== PROBLEM DESCRIPTION ==
Pick out the lines below that contain the string "graph" and copy them all.
··· EXERCISE DATA
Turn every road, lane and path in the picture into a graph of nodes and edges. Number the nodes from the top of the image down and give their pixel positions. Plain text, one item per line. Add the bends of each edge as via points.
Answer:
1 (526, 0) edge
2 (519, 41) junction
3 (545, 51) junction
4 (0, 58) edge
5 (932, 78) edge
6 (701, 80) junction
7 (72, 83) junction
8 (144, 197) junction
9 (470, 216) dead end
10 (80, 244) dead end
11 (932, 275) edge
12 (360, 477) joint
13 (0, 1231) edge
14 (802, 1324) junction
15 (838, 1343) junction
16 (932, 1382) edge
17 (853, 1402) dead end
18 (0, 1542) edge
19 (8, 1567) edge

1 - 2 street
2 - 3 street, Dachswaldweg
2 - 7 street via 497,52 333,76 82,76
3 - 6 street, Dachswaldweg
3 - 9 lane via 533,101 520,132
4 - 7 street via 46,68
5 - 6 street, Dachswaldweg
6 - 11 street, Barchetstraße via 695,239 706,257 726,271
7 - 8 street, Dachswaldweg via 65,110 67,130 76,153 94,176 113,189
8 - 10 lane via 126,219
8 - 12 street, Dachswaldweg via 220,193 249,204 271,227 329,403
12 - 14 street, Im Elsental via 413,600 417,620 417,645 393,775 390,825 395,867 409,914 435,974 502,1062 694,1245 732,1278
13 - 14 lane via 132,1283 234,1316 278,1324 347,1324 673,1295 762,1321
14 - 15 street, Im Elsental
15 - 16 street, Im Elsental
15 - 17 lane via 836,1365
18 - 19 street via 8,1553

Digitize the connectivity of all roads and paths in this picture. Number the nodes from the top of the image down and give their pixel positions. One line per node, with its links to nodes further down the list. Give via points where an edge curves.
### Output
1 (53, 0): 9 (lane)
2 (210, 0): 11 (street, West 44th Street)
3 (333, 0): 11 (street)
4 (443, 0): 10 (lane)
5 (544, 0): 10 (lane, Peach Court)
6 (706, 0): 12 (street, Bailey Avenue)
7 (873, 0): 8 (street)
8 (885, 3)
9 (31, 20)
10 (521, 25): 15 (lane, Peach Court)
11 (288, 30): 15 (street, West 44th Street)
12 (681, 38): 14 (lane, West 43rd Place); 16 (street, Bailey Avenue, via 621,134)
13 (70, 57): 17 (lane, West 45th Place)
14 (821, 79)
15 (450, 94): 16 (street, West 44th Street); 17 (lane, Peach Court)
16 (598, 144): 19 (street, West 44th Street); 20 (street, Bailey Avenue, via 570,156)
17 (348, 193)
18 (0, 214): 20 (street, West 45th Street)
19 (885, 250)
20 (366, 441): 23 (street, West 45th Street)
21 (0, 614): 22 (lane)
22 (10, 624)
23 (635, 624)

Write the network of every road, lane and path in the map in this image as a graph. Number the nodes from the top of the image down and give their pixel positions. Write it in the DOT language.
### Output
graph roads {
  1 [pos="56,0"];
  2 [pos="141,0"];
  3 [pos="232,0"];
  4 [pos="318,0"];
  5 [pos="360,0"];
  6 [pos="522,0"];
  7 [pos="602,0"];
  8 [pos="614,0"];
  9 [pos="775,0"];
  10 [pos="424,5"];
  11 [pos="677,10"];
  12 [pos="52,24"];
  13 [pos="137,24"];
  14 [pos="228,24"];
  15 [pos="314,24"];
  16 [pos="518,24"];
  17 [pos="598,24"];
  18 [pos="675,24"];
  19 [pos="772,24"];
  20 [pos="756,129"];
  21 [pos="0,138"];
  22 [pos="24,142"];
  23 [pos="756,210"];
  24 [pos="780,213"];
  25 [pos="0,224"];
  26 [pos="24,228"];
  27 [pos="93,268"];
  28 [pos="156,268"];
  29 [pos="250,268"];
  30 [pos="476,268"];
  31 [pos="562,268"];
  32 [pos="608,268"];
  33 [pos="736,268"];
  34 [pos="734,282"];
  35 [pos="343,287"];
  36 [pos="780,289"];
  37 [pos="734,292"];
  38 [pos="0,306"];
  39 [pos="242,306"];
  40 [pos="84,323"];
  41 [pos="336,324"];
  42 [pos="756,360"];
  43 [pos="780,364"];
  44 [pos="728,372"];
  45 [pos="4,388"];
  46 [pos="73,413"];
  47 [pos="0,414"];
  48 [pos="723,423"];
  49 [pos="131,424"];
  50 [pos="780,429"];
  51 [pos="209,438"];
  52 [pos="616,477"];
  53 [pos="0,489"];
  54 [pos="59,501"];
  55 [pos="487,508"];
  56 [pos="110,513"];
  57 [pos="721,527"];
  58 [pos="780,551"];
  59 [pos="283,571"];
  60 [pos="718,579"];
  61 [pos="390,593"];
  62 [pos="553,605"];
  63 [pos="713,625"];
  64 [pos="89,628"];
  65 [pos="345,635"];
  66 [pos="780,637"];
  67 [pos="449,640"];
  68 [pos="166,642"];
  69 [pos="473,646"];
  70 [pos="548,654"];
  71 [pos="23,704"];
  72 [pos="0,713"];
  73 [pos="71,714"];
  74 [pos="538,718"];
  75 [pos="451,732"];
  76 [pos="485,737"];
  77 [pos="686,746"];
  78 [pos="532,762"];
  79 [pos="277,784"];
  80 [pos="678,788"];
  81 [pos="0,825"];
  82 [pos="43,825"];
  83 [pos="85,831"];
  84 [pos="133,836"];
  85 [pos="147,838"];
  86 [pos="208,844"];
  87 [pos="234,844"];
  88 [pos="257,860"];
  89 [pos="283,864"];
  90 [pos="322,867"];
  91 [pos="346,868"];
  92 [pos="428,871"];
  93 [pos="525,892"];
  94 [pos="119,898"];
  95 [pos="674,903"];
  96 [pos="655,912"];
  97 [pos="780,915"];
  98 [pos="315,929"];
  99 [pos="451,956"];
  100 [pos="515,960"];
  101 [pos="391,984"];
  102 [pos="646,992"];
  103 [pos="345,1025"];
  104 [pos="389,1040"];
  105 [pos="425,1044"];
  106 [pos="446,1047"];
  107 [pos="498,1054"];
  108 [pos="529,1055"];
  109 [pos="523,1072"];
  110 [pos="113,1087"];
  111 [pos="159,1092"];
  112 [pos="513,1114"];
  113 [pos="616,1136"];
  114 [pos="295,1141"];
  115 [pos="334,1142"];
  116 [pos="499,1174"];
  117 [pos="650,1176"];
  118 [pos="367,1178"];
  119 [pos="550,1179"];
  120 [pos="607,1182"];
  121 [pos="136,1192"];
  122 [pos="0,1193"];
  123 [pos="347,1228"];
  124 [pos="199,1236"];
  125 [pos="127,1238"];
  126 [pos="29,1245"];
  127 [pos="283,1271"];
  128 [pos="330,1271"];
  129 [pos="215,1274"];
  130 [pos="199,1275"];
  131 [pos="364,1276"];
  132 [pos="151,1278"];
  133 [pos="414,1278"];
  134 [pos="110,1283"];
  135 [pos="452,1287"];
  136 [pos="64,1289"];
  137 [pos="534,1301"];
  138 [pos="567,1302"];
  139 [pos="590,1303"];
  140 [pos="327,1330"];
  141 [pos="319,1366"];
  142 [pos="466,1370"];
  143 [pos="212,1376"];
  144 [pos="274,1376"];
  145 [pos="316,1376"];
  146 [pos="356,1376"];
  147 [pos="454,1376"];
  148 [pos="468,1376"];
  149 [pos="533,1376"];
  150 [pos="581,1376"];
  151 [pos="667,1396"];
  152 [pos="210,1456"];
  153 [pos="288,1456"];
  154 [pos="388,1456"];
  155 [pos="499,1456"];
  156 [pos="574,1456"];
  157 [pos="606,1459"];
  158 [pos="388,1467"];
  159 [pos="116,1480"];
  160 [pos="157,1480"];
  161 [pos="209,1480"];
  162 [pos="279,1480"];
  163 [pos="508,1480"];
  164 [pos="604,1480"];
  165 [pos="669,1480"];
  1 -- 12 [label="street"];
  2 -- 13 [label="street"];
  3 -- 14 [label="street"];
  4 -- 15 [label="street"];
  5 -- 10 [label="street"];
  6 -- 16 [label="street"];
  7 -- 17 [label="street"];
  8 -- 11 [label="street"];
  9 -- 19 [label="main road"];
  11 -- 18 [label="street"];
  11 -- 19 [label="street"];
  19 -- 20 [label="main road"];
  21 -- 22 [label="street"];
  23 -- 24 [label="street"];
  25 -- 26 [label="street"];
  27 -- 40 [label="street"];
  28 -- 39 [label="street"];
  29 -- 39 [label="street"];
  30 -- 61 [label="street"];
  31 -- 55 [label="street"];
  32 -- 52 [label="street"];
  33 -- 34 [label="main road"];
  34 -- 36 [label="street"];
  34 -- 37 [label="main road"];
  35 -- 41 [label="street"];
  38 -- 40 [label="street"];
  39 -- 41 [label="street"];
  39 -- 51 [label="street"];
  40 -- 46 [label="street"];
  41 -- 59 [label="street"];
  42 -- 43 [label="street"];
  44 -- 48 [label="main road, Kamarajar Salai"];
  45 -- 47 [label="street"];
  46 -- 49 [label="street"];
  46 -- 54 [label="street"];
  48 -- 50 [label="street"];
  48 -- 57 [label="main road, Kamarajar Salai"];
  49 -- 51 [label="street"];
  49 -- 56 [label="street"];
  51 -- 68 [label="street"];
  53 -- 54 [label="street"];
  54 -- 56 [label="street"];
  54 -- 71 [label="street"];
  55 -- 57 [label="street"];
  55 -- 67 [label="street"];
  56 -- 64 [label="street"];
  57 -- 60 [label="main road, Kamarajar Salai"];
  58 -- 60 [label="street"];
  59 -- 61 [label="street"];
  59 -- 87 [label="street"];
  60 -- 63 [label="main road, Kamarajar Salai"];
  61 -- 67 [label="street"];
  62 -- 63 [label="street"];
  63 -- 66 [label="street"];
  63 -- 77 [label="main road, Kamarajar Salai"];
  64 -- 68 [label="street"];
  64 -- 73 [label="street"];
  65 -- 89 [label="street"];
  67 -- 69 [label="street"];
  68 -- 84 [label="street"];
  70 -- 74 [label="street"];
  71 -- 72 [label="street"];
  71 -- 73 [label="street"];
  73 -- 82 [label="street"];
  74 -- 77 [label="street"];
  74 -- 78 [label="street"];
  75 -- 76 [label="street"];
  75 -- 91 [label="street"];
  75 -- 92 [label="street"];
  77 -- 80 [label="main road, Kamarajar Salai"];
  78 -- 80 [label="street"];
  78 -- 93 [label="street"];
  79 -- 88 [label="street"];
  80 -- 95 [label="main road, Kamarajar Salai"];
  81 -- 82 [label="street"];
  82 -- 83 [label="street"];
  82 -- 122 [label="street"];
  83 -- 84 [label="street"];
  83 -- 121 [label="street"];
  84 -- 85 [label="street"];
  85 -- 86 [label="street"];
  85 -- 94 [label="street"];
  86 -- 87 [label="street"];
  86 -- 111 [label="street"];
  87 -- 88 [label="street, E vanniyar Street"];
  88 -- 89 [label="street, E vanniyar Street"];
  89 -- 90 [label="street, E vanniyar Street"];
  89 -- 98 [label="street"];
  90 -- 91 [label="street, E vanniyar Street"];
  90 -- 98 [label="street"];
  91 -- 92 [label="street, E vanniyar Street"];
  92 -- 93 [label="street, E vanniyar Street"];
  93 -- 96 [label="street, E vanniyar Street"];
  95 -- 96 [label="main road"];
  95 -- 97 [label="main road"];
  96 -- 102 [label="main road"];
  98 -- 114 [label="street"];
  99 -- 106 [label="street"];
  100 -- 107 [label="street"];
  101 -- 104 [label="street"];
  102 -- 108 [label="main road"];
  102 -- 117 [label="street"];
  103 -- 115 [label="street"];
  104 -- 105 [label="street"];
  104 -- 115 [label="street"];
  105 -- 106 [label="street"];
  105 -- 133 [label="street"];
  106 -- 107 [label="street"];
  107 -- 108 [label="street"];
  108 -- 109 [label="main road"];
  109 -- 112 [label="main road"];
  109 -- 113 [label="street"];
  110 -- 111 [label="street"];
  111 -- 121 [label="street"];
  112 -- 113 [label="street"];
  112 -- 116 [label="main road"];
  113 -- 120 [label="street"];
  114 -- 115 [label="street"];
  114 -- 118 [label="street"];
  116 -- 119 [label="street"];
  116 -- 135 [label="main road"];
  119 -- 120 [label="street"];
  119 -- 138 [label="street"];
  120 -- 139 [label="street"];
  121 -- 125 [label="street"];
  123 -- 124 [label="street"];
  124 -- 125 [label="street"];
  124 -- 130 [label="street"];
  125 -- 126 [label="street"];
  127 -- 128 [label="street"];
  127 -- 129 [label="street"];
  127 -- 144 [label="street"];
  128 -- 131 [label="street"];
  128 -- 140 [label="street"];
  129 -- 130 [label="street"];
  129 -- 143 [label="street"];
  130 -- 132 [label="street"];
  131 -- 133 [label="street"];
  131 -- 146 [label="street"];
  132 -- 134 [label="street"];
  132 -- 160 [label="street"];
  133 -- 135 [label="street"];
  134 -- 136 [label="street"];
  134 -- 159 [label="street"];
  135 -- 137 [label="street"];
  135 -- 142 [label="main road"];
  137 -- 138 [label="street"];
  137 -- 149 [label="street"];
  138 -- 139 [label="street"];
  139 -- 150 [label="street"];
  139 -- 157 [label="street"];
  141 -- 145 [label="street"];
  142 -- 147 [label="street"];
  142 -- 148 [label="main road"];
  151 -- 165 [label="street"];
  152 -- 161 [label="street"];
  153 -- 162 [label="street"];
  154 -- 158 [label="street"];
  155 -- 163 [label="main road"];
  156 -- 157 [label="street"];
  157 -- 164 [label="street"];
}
······
== RESPONSE ==
Turn every road, lane and path in the picture into a graph of nodes and edges. Number the nodes from the top of the image down and give their pixel positions. Plain text, one item per line. Add the bends of each edge as via points.
Write the network of every road, lane and path in the map in this image as a graph. Number the nodes from the top of the image down and give their pixel positions. Write it in the DOT language.
graph roads {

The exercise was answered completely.